### What this task involves
The entries below are to be restated exactly, and their images are to be omitted.

### Provided records
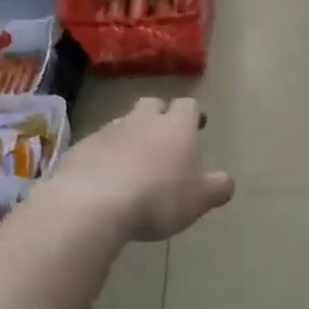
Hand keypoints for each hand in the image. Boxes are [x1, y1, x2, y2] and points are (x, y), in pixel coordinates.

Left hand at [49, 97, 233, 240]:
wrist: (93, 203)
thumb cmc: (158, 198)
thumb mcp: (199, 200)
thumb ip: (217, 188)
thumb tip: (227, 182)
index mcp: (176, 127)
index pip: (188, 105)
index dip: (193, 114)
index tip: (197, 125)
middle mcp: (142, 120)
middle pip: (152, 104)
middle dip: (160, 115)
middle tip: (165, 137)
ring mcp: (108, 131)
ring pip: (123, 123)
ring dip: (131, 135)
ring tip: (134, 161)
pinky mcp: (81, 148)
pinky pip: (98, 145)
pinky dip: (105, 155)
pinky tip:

### Task answer
Hand keypoints for each hand in the image. Boxes are [x1, y1, x2, y2] and points are (x, y), in pixel coordinates.

Left hand at [49, 97, 233, 240]:
wrist: (93, 203)
thumb cmc: (158, 198)
thumb mcp: (199, 200)
thumb ip: (217, 188)
thumb tip: (227, 182)
index mcp: (176, 127)
index pip: (188, 105)
index dip: (193, 114)
index tip: (197, 125)
middle mcp: (142, 120)
middle pip: (152, 104)
middle dip: (160, 115)
middle tip: (165, 137)
ring mcp: (108, 131)
ring pip: (123, 123)
ring dip: (131, 135)
ring tip: (134, 161)
pinky mcp: (81, 148)
pinky pip: (98, 145)
pinky dip: (105, 155)
pinky tip:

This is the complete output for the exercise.